Mirar hacia atrás de vez en cuando nos hace recordar que la vida es rectilínea y que nada vuelve. Y está bien que así sea, porque nada debe volver. Un amor, un hijo, una obsesión, un objetivo. Lo que sea, ya evolucionó. Está en tu edad, sí, pero ya no te pertenece. Sucede entonces el dolor. Mala cosa, no te recrees en el dolor: lleva a la autocompasión, que es bastante dañina. Pero, por otro lado, el dolor está en la vida. Es casi uno de los elementos fundacionales de la vida: nacemos con dolor. No hay que temer al dolor, hay que saber medirlo y saber paliarlo, solo eso.

Debemos mirar a las otras generaciones con generosidad, porque si no sale el frustrado que todos llevamos dentro, el que no entiende a los jóvenes ni se pone en su lugar, el que no soporta a los viejos (quizá porque es su siguiente estación). Tal vez esa conexión generosa se produce cuando miramos al otro sin prejuicios, y lo miramos queriendo ver que puede ser alguien que se ría en casa, que tenga amores, que tenga hijos, que llore, que esté tan perdido o tan centrado como tú. Siempre la gente sorprende a la gente, siempre se da ese detalle inesperado.
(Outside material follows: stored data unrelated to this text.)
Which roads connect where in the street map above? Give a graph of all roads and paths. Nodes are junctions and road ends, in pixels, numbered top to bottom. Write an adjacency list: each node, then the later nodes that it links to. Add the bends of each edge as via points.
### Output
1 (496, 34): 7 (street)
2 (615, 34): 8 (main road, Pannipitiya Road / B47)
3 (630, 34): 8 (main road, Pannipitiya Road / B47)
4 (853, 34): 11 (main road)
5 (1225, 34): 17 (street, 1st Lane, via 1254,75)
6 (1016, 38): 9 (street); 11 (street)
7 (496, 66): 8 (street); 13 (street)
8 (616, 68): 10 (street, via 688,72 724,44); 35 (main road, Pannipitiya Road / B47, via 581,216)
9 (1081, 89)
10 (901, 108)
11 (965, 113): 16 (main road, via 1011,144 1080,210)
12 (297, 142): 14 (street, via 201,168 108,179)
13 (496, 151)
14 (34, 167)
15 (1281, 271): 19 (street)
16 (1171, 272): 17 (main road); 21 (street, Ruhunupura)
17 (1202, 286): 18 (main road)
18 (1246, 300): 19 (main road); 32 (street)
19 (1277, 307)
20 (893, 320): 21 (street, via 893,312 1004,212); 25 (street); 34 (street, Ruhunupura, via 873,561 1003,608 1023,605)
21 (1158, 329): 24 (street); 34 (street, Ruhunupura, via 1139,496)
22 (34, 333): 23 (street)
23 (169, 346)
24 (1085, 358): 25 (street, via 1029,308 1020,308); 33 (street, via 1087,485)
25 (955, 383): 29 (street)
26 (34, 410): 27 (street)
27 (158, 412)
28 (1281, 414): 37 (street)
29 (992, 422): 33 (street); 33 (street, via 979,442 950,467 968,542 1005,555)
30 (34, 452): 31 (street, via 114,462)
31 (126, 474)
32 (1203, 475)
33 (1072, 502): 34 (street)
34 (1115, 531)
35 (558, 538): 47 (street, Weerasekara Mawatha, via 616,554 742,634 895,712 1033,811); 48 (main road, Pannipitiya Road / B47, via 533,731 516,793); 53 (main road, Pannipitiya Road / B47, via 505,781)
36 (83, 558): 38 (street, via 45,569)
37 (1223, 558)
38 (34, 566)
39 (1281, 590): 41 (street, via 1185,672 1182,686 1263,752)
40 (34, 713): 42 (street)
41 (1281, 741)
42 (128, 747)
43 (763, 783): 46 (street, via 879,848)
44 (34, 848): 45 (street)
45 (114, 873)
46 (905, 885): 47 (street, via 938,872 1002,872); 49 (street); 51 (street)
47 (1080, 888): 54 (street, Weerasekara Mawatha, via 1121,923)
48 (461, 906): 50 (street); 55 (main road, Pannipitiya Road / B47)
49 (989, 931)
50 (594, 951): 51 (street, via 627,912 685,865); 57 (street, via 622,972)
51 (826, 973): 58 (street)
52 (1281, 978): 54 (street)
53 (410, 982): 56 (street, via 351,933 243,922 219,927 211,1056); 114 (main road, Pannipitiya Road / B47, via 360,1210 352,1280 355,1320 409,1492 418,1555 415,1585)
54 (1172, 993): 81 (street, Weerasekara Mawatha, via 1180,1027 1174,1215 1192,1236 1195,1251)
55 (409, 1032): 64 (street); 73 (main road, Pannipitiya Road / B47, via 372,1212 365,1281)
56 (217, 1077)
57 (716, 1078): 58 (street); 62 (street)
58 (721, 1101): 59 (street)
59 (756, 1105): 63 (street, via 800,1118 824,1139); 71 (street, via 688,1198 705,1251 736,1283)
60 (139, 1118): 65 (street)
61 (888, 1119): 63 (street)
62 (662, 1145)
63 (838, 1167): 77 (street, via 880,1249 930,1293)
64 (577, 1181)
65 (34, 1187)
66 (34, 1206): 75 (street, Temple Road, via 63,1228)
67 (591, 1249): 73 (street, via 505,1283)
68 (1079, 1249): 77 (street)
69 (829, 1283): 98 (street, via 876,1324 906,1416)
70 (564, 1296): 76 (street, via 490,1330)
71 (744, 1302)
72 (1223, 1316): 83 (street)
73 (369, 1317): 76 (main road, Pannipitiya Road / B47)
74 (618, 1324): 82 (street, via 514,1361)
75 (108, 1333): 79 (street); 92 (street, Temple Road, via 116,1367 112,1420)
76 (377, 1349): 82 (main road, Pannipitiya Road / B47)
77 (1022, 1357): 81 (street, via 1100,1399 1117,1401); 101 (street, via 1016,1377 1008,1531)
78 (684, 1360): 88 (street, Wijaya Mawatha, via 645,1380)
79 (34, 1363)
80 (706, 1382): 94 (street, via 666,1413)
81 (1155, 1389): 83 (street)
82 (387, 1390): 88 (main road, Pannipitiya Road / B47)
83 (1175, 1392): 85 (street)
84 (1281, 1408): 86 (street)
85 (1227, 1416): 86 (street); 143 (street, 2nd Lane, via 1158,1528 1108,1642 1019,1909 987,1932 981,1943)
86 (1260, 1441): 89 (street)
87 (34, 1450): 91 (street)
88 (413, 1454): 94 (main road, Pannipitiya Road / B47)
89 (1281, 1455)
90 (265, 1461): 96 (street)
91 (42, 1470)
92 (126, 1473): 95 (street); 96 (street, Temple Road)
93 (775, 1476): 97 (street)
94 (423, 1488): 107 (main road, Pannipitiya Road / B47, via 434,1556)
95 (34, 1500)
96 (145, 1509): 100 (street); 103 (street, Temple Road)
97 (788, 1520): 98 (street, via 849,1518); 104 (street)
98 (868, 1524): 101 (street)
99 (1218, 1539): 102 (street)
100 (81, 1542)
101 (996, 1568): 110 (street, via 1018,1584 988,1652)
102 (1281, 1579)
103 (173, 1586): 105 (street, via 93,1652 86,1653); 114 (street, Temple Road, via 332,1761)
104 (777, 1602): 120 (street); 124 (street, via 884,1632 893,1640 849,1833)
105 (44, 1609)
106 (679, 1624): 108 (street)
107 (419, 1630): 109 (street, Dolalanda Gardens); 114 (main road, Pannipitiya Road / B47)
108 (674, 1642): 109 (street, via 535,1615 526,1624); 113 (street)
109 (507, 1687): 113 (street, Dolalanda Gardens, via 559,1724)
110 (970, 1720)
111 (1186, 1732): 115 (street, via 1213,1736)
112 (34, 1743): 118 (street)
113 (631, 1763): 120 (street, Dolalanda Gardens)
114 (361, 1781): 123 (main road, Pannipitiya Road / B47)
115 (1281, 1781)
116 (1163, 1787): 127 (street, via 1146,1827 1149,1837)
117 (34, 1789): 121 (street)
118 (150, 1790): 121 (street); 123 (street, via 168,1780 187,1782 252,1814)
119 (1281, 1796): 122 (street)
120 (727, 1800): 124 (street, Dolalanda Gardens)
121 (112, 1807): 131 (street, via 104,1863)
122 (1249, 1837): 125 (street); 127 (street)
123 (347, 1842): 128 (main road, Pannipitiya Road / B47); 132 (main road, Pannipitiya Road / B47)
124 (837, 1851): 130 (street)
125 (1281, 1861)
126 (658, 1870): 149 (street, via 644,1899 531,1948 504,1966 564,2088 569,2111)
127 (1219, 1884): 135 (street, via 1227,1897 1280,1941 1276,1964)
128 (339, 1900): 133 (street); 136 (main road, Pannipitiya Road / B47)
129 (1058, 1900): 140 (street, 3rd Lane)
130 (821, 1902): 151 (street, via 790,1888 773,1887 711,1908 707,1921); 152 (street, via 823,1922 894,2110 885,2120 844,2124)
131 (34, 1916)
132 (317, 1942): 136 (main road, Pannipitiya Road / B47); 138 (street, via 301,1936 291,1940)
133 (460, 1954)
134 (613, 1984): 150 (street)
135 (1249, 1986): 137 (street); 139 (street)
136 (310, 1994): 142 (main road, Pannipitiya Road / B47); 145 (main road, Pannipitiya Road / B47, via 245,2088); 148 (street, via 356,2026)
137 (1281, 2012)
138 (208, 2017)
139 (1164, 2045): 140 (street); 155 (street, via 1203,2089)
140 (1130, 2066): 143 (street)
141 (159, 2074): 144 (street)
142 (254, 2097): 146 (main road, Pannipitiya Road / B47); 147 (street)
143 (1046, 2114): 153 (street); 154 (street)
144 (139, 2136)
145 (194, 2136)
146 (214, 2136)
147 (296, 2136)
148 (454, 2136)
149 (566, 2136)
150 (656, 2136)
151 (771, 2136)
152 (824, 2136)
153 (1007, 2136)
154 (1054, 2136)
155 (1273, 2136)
Dispón sobre la mesa. como si fueran fotos, los cambios que has tenido en tu vida. Haz el esfuerzo de ver cómo eras antes y cómo eres después. Y si fue para mal, desanda el camino y borra ese recuerdo. Sobre esto también hay que ser explorador de uno mismo, realista y benévolo. Mira tu cara. Mírala bien. No hay cara fea. Está fuera de los cánones, claro, pero es que todos estamos fuera de los cánones. Los cánones, el prototipo de belleza, sólo responde a un ideal ficticio. Así que, ¿qué ves cuando te ves? O mejor dicho, ¿a quién ves? Solo a ti. Ese eres tú. Pero si te miras mucho rato –es curioso, está estudiado–, empiezas a desconocerte. Es uno de los principios de los actores: mírate fijamente hasta que llega un momento en que ya no te ves, ves a otro delante de ti, a un desconocido. Muchos místicos utilizan esta técnica de enajenación. Así puedes llegar a tratarte de otro modo, cuando empiezas de verte como otro.
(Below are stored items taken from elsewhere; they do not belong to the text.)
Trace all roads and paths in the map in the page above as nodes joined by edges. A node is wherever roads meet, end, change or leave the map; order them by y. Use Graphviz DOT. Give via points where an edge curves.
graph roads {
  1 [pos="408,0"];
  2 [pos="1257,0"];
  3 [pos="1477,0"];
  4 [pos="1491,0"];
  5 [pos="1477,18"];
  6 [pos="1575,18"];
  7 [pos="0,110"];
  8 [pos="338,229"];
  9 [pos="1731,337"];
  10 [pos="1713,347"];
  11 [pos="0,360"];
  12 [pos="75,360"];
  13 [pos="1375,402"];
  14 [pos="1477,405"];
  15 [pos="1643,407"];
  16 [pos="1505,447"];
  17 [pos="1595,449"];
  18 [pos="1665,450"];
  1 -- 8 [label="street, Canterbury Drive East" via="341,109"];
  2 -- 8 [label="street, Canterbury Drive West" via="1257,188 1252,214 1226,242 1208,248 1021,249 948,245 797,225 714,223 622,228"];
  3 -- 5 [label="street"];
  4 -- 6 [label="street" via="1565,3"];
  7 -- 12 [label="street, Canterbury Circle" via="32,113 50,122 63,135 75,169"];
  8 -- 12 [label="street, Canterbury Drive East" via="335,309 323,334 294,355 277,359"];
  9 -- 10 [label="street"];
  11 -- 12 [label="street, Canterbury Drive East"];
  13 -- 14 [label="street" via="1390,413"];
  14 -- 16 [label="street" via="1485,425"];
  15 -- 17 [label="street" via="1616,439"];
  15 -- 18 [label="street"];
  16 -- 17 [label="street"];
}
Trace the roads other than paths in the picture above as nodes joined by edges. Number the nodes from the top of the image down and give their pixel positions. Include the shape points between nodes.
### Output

¿Cuál es la sombra que proyecta tu pasado? A este respecto, nunca se recuerdan las cosas como realmente fueron. Será una medida defensiva de nuestra mente. Siempre algo se oscurece, se empequeñece o se magnifica. Por eso, es complicada esta pregunta que siempre nos asalta: ¿qué edad de tu pasado querrías revivir? Ponte en el año o en los años mejores. Revívelos con detalle. Invierte un tiempo en repasar cómo eras, los escenarios, las personas, lo que pensabas, lo que sucedió, cómo reaccionaste, las adversidades. Te verás entonces escribiendo una biografía mental de ti mismo y darás sentido a la edad, porque, como escribió Marco Aurelio en sus Meditaciones: “Nadie deja atrás otra vida que esa que está viviendo y tampoco está viviendo otra que no sea la que deja atrás”
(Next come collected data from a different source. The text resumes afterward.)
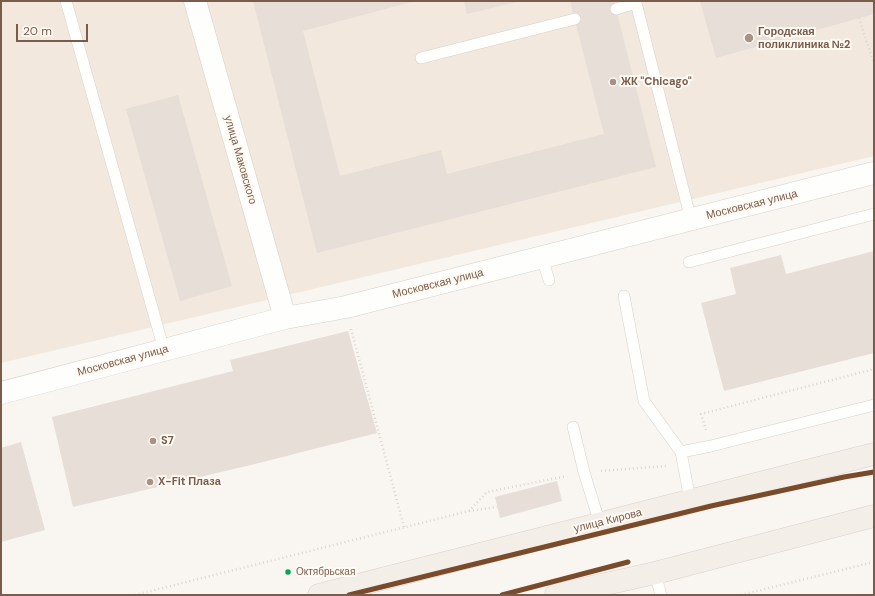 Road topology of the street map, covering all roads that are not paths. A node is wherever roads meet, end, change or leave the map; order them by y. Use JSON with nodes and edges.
{"nodes":[{"id":1,"x":66,"y":1,"type":"edge"},
{"id":2,"x":195,"y":1,"type":"edge"},
{"id":3,"x":636,"y":2,"type":"edge"},
{"id":4,"x":616,"y":9,"type":"dead end"},
{"id":5,"x":575,"y":19,"type":"dead end"},
{"id":6,"x":421,"y":58,"type":"dead end"},
{"id":7,"x":874,"y":173,"type":"edge"},
{"id":8,"x":874,"y":214,"type":"edge"},
{"id":9,"x":691,"y":220,"type":"junction"},
{"id":10,"x":542,"y":258,"type":"junction"},
{"id":11,"x":689,"y":262,"type":"dead end"},
{"id":12,"x":549,"y":280,"type":"dead end"},
{"id":13,"x":624,"y":296,"type":"dead end"},
{"id":14,"x":285,"y":318,"type":"junction"},
{"id":15,"x":164,"y":350,"type":"junction"},
{"id":16,"x":1,"y":393,"type":"edge"},
{"id":17,"x":874,"y":405,"type":"edge"},
{"id":18,"x":572,"y":427,"type":"dead end"},
{"id":19,"x":681,"y":452,"type":"junction"},
{"id":20,"x":874,"y":454,"type":"edge"},
{"id":21,"x":690,"y":500,"type":"junction"},
{"id":22,"x":874,"y":516,"type":"edge"},
{"id":23,"x":600,"y":524,"type":"junction"},
{"id":24,"x":655,"y":573,"type":"junction"},
{"id":25,"x":319,"y":595,"type":"edge"},
{"id":26,"x":556,"y":595,"type":"edge"},
{"id":27,"x":661,"y":595,"type":"edge"}],
"edges":[{"from":1,"to":15,"type":"lane"},
{"from":2,"to":14,"type":"street","name":"улица Маковского"},
{"from":3,"to":4,"type":"lane"},
{"from":3,"to":9,"type":"lane"},
{"from":5,"to":6,"type":"lane"},
{"from":7,"to":9,"type":"street","name":"Московская улица"},
{"from":8,"to":11,"type":"lane"},
{"from":9,"to":10,"type":"street","name":"Московская улица"},
{"from":10,"to":12,"type":"lane"},
{"from":10,"to":14,"type":"street","name":"Московская улица"},
{"from":13,"to":19,"type":"lane"},
{"from":14,"to":15,"type":"street","name":"Московская улица"},
{"from":15,"to":16,"type":"street","name":"Московская улица"},
{"from":17,"to":19,"type":"lane"},
{"from":18,"to":23,"type":"lane"},
{"from":19,"to":21,"type":"lane"},
{"from":20,"to":21,"type":"main road","name":"улица Кирова"},
{"from":21,"to":23,"type":"main road","name":"улица Кирова"},
{"from":22,"to":24,"type":"main road"},
{"from":23,"to":25,"type":"main road","name":"улица Кирова"},
{"from":24,"to":26,"type":"main road"},
{"from":24,"to":27,"type":"lane"}]}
Al mirar atrás echamos de menos algo. Algo que perdimos, como el trineo de Ciudadano Kane, y que, en realidad, es el placer por lo desconocido y lo inesperado. Echamos de menos que la vida nos lleve, que la vida nos diga lo que nunca habíamos oído. Pero, sea como sea, terminas recordando que la vida es rectilínea, y que lo que dejes atrás, aunque quieras tocarlo de nuevo, atrás queda para siempre. Lo dijo Proust en En busca del tiempo perdido: “No podemos cambiar –es decir, volvernos otra persona- y a la vez seguir obedeciendo a los sentimientos de la que hemos dejado de ser”. Aun así, habrá experiencias, hechos, personas, vivencias, momentos irrepetibles. Atesóralos, te dices. Pero que no te paralicen. “En el viaje que hacemos por la vida sólo considera real el país en el que nos encontramos en el presente”. Nuevamente palabra de Proust. Por eso, a partir de cierta edad, recomiendo aplicar la teoría de los tres años: solo existen el año pasado, este y el año que viene. Nada más por detrás y nada más por delante.